#ubuntu-fr-l10n 2014-02-03
* hitchcock.freenode.net changed the topic of #ubuntu-fr-l10n to: Bienvenue sur #ubuntu-fr-l10n, le salon des traducteurs francophones d'Ubuntu. Visitez notre wiki sur http://doc.ubuntu-fr.org/ubuntu-l10n-fr
<yayel> salut !
<yayel> Je me suis présenté sur la liste de diffusion mais je n'ai pas encore reçu de travail.. Pourquoi ?
<YoBoY> salut yayel
<YoBoY> parce qu'il n'y a pas de tortionnaires qui donnent du boulot aux esclaves ^^" faut souvent insister pour avoir une réponse et de l'aide
<YoBoY> (et faut qu'une personne soit suffisamment disponible pour prendre le temps de répondre et de te guider, dur sur certaines périodes
<YoBoY> )
<yayel> Bon alors esclave se reposer ;-)
<yayel> sérieusement, je dois à nouveau relancer sur la liste de diffusion ??
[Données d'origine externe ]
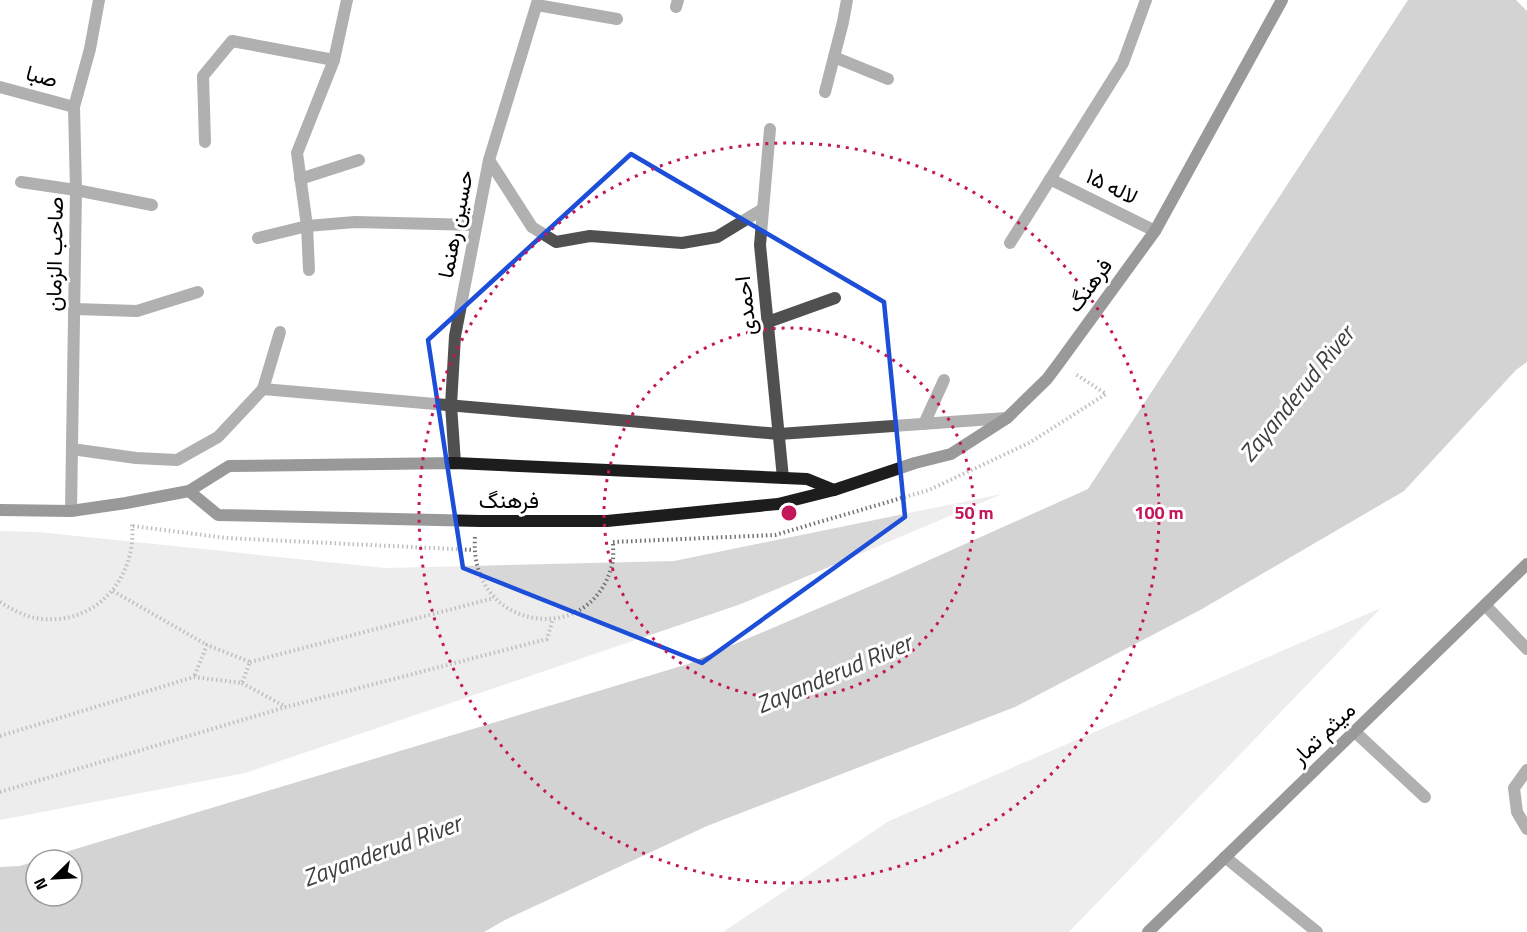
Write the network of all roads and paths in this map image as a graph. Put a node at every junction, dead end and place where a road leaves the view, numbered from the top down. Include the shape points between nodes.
1 (99, 0) edge
2 (347, 0) edge
3 (847, 0) edge
4 (1146, 0) edge
5 (1282, 0) edge
6 (538, 3) edge
7 (617, 19) dead end
8 (834, 57) junction
9 (334, 60) junction
10 (888, 79) dead end
11 (0, 87) edge
12 (825, 92) dead end
13 (74, 107) junction
14 (770, 129) dead end
15 (206, 142) dead end
16 (359, 160) dead end
17 (489, 160) junction
18 (300, 179) junction
19 (1050, 179) junction
20 (21, 182) dead end
21 (76, 190) junction
22 (152, 206) dead end
23 (763, 209) junction
24 (476, 225) junction
25 (307, 226) junction
26 (1155, 231) junction
27 (258, 238) dead end
28 (1010, 243) dead end
29 (309, 270) dead end
30 (198, 292) dead end
31 (835, 298) dead end
32 (75, 309) junction
33 (768, 322) junction
34 (280, 332) dead end
35 (944, 380) dead end
36 (263, 389) junction
37 (451, 405) junction
38 (1007, 418) junction
39 (924, 424) junction
40 (779, 434) junction
41 (72, 449) junction
42 (454, 463) junction
43 (783, 478) junction
44 (834, 490) junction
45 (189, 491) junction
46 (126, 503) junction
47 (0, 510) edge
48 (71, 511) junction
49 (480, 521) junction
50 (607, 521) junction
51 (133, 526) junction
52 (474, 550) junction
53 (1527, 564) edge
54 (113, 591) junction
55 (494, 598) junction
56 (0, 602) edge
57 (1485, 605) junction
58 (553, 619) junction
59 (207, 645) junction
60 (1527, 649) edge
61 (250, 662) junction
62 (194, 677) junction
63 (242, 683) junction
64 (286, 707) junction
65 (1354, 732) junction
66 (0, 736) edge
67 (1527, 770) edge
68 (0, 792) edge
69 (1425, 797) dead end
70 (1527, 829) edge
71 (1225, 857) junction
72 (1151, 931) edge
73 (1317, 932) edge

1 - 13 street, صاحب الزمان
2 - 9 street
3 - 8 street
4 - 19 street via 1123,63
5 - 26 street, فرهنگ
6 - 7 street
6 - 17 street, حسین رهنما
8 - 10 street
8 - 12 street
9 - 15 street via 232,41 203,76
9 - 18 street via 297,153
11 - 13 street, صبا
13 - 21 street, صاحب الزمان
14 - 23 street, احمدی
16 - 18 street
17 - 23 street via 532,227 556,242 590,236 682,243 717,237
17 - 24 street, حسین رهنما
18 - 25 street
19 - 26 street, لاله ۱۵
19 - 28 street
20 - 21 street
21 - 22 street
21 - 32 street, صاحب الزمان
23 - 33 street, احمدی via 760,245
24 - 25 street via 355,222
24 - 37 street, حسین رهنما via 455,336
25 - 27 street
25 - 29 street
26 - 38 street, فرهنگ via 1047,379
30 - 32 street via 137,311
31 - 33 street
32 - 41 street, صاحب الزمان
33 - 40 street, احمدی
34 - 36 street
35 - 39 street
36 - 37 street
36 - 41 street via 218,436 177,460
37 - 40 street
37 - 42 street, حسین رهنما
38 - 39 street
38 - 44 street, فرهنگ via 951,454
39 - 40 street
40 - 43 street, احمدی
41 - 48 street, صاحب الزمان
42 - 43 street, فرهنگ
42 - 45 street, فرهنگ via 229,466
43 - 44 street, فرهنگ via 807,479
44 - 50 street, فرهنگ via 778,504
45 - 46 street, فرهنگ
45 - 49 street, فرهنگ via 218,515
46 - 48 street, فرهنگ
46 - 51 path
47 - 48 street, فرهنگ
49 - 50 street, فرهنگ
49 - 52 path
50 - 58 path via 613,552 605,584 592,601 574,613
51 - 52 path via 226,538
51 - 54 path via 126,572
52 - 55 path via 483,584
53 - 57 street, میثم تمار
54 - 56 path via 93,608 68,618 43,619 17,613
54 - 59 path
55 - 58 path via 512,611 532,618
55 - 61 path
57 - 60 street
57 - 65 street, میثم تمار
58 - 64 path via 547,639
59 - 61 path
59 - 62 path
61 - 63 path
62 - 63 path
62 - 66 path
63 - 64 path
64 - 68 path
65 - 69 street
65 - 71 street, میثم تمار
67 - 70 street via 1514,789 1518,812
71 - 72 street, میثم تمار
71 - 73 street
<YoBoY> attends encore un peu, le week end aide pas forcément à avoir des réponses ^^
<YoBoY> bon ok ça fait déjà 4 jours, mais c'est les joies du bénévolat on fait ça quand on a le temps :)
<YoBoY> si ya pas de réponses d'ici mercredi je te ping le grand chef du groupe des traducteurs ;)
<yayel> Merci YoBoY !! ^^
#ubuntu-fr-l10n 2014-02-04
<legoeland> bonjour tout le monde
<legoeland> voilà est-ce que quelqu'un peut me donner un lien vers un fichier man en francais
<legoeland> de toutes les 1350 commandes de linux
<legoeland> PLEAAASSE !
#ubuntu-fr-l10n 2014-02-06
<yayel> Je n'ai toujours pas eu de nouvelles... Je vois bien des messages indiquant qu'il faut relire mais je ne suis pas relecteur...
<yayel> Pardon, j'avais oublié de dire Bonjour ....
<yayel> Bonjour !
<yayel> ;-)
#ubuntu-fr-l10n 2014-02-07
<yayel> J'ai toujours des Timeout error sur launchpad.
#ubuntu-fr-l10n 2015-02-02
<acrilex> bonjour, la page nightmonkey ne permet pas de rechercher pour vervet. Quel sont les projets à traduire en urgence?
<YoBoY> acrilex, salut, as-tu consulté la doc ? autrement, je pense que tu auras plus de réponses en posant la question sur la liste de discussion
<acrilex> YoBoY oui, j'ai consulté la doc. Merci pour le conseil.